• **What the task asks**
Transcribe every entry exactly; the images stay out.

------ Records for this task ------

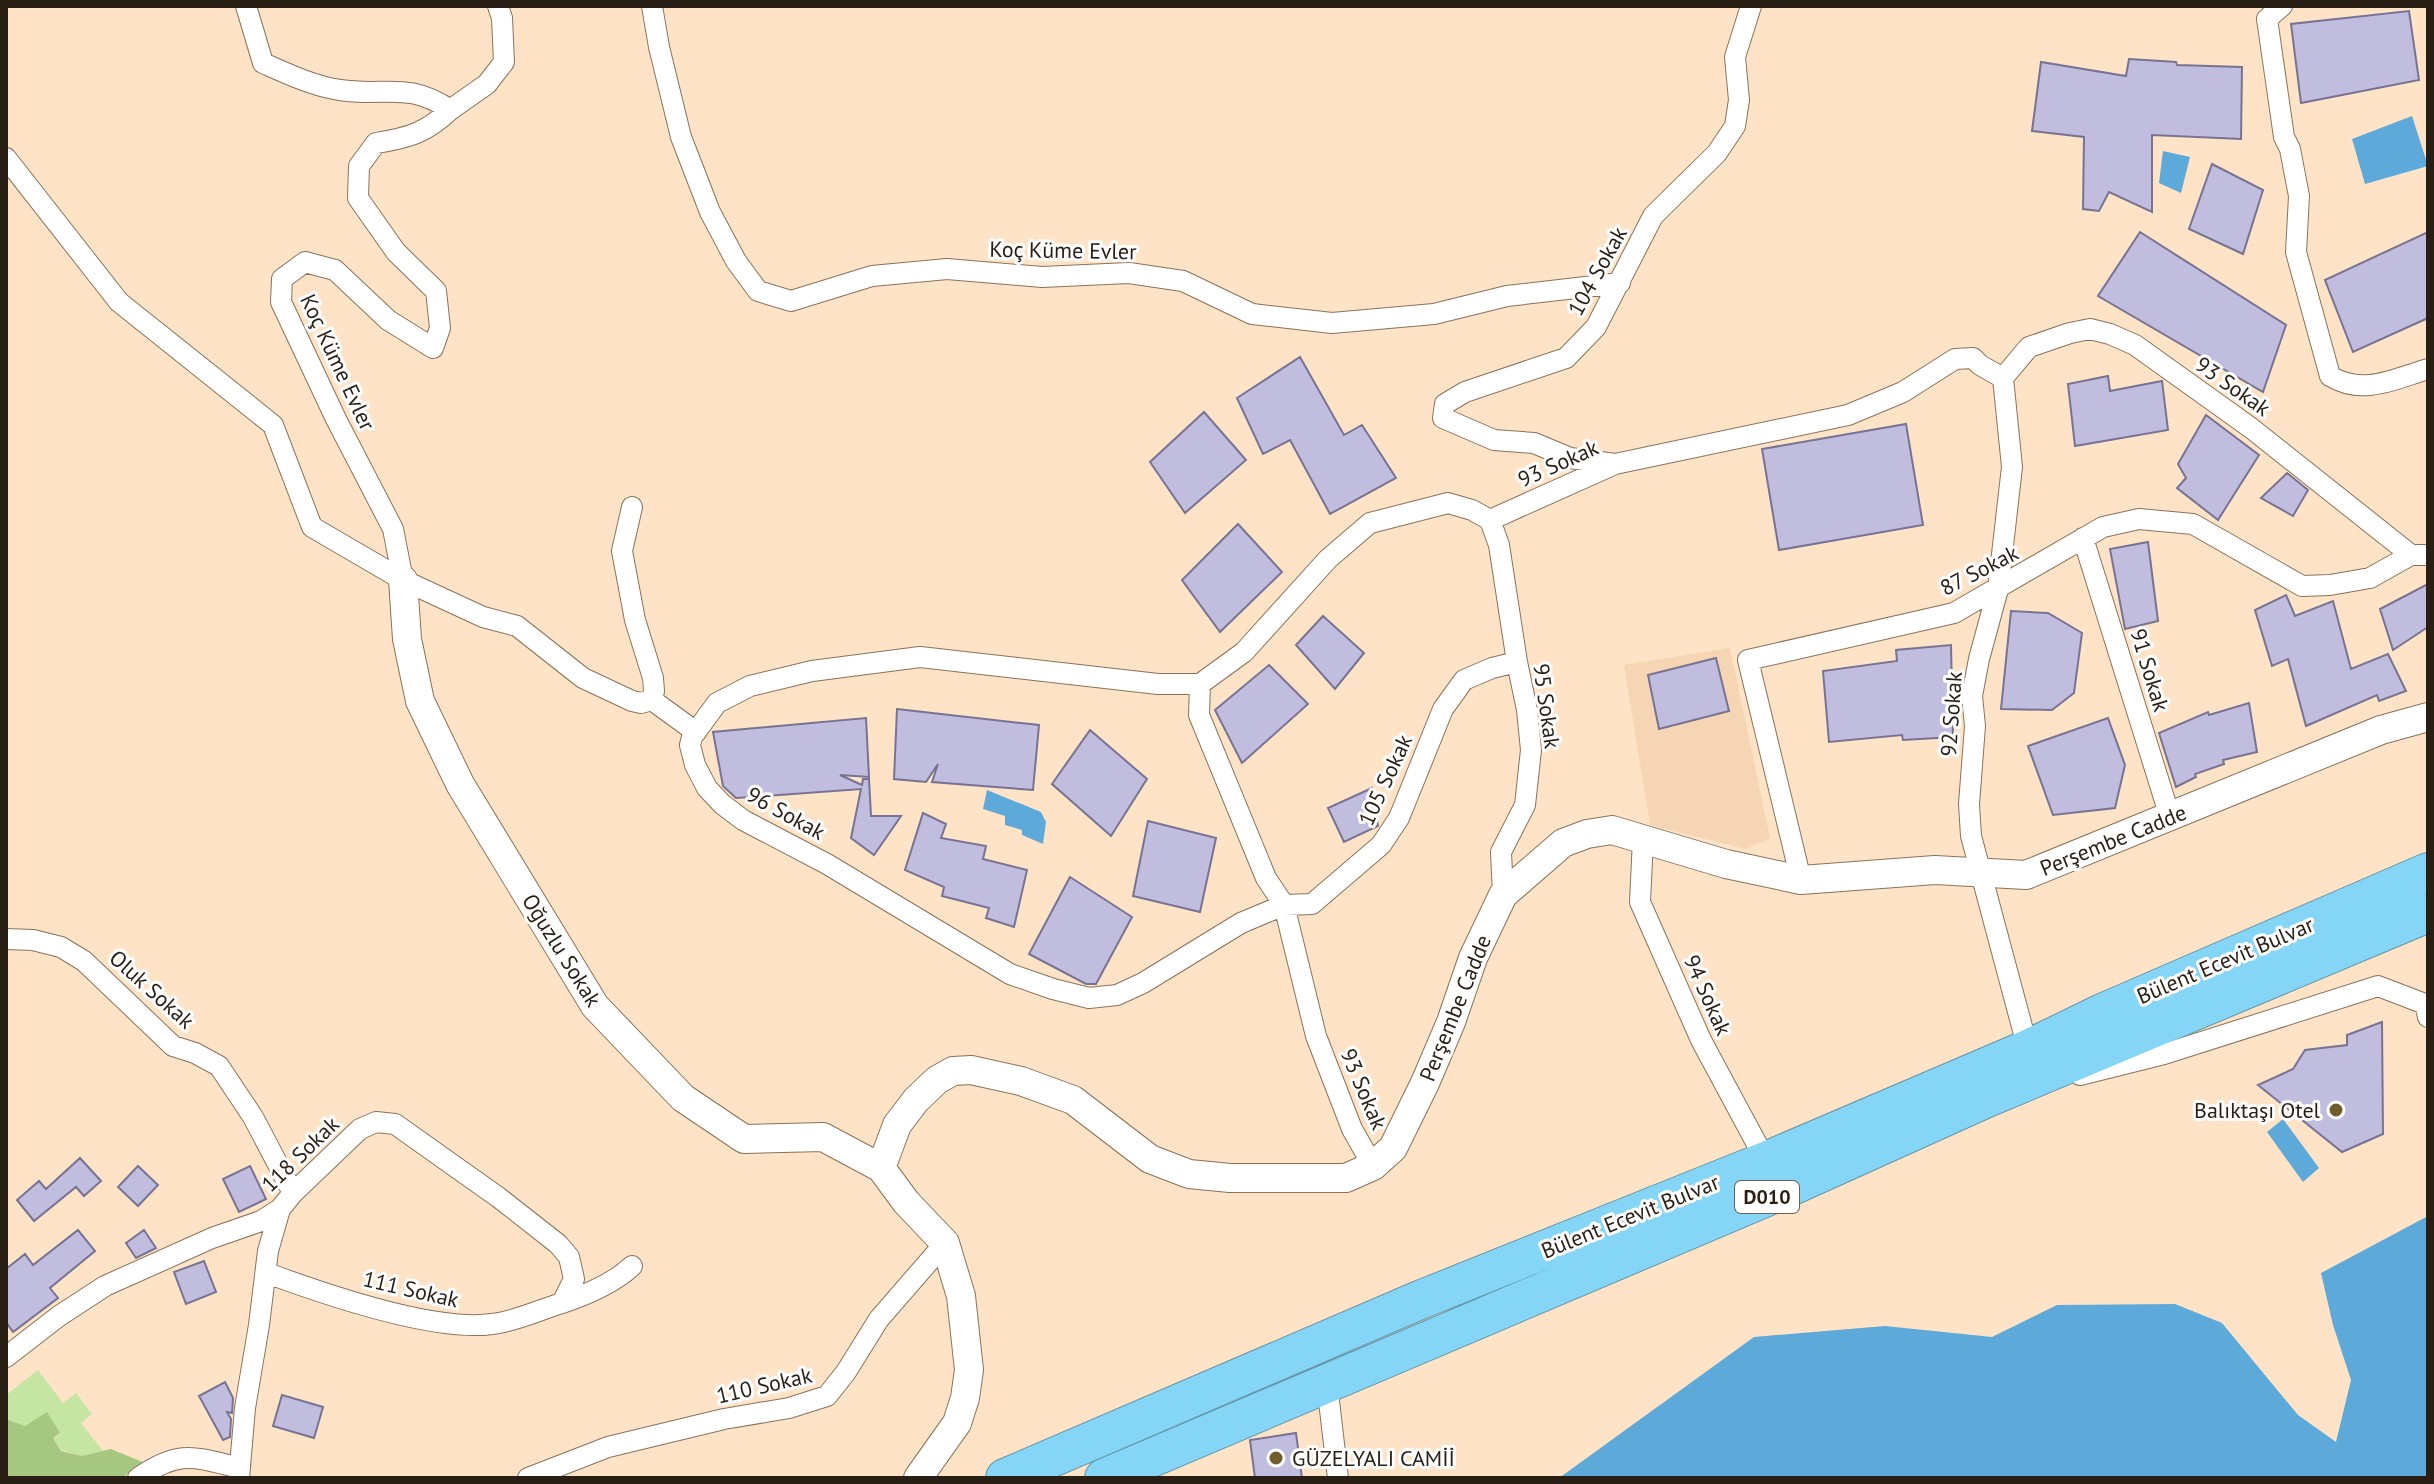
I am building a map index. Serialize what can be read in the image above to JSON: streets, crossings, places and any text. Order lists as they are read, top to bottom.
{
  "streets": {
    "highway": ["Bülent Ecevit Bulvar", "D010"],
    "main road": ["Perşembe Cadde", "Oğuzlu Sokak"],
    "street": [
      "Koç Küme Evler",
      "104 Sokak",
      "93 Sokak",
      "87 Sokak",
      "91 Sokak",
      "95 Sokak",
      "92 Sokak",
      "105 Sokak",
      "96 Sokak",
      "Oluk Sokak",
      "94 Sokak",
      "118 Sokak",
      "111 Sokak",
      "110 Sokak"
    ]
  },
  "crossings": [
    ["Koç Küme Evler", "104 Sokak"],
    ["Koç Küme Evler", "Oğuzlu Sokak"],
    ["104 Sokak", "93 Sokak"],
    ["93 Sokak", "87 Sokak"],
    ["93 Sokak", "95 Sokak"],
    ["93 Sokak", "92 Sokak"],
    ["93 Sokak", "105 Sokak"],
    ["93 Sokak", "96 Sokak"],
    ["93 Sokak", "Perşembe Cadde"],
    ["87 Sokak", "91 Sokak"],
    ["87 Sokak", "92 Sokak"],
    ["87 Sokak", "Perşembe Cadde"],
    ["91 Sokak", "Perşembe Cadde"],
    ["95 Sokak", "105 Sokak"],
    ["95 Sokak", "Perşembe Cadde"],
    ["92 Sokak", "Perşembe Cadde"],
    ["92 Sokak", "Bülent Ecevit Bulvar"],
    ["105 Sokak", "96 Sokak"],
    ["Perşembe Cadde", "94 Sokak"],
    ["Bülent Ecevit Bulvar", "94 Sokak"],
    ["Oluk Sokak", "118 Sokak"],
    ["118 Sokak", "111 Sokak"]
  ],
  "places": ["Balıktaşı Otel", "GÜZELYALI CAMİİ"]
}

------

• **Result below**
I am building a map index. Serialize what can be read in the image above to JSON: streets, crossings, places and any text. Order lists as they are read, top to bottom.
{
  "streets": {
    "highway": ["Bülent Ecevit Bulvar", "D010"],
    "main road": ["Perşembe Cadde", "Oğuzlu Sokak"],
    "street": [
      "Koç Küme Evler",
      "104 Sokak",
      "93 Sokak",
      "87 Sokak",
      "91 Sokak",
      "95 Sokak",
      "92 Sokak",
      "105 Sokak",
      "96 Sokak",
      "Oluk Sokak",
      "94 Sokak",
      "118 Sokak",
      "111 Sokak",
      "110 Sokak"
    ]
  },
  "crossings": [
    ["Koç Küme Evler", "104 Sokak"],
    ["Koç Küme Evler", "Oğuzlu Sokak"],
    ["104 Sokak", "93 Sokak"],
    ["93 Sokak", "87 Sokak"],
    ["93 Sokak", "95 Sokak"],
    ["93 Sokak", "92 Sokak"],
    ["93 Sokak", "105 Sokak"],
    ["93 Sokak", "96 Sokak"],
    ["93 Sokak", "Perşembe Cadde"],
    ["87 Sokak", "91 Sokak"],
    ["87 Sokak", "92 Sokak"],
    ["87 Sokak", "Perşembe Cadde"],
    ["91 Sokak", "Perşembe Cadde"],
    ["95 Sokak", "105 Sokak"],
    ["95 Sokak", "Perşembe Cadde"],
    ["92 Sokak", "Perşembe Cadde"],
    ["92 Sokak", "Bülent Ecevit Bulvar"],
    ["105 Sokak", "96 Sokak"],
    ["Perşembe Cadde", "94 Sokak"],
    ["Bülent Ecevit Bulvar", "94 Sokak"],
    ["Oluk Sokak", "118 Sokak"],
    ["118 Sokak", "111 Sokak"]
  ],
  "places": ["Balıktaşı Otel", "GÜZELYALI CAMİİ"]
}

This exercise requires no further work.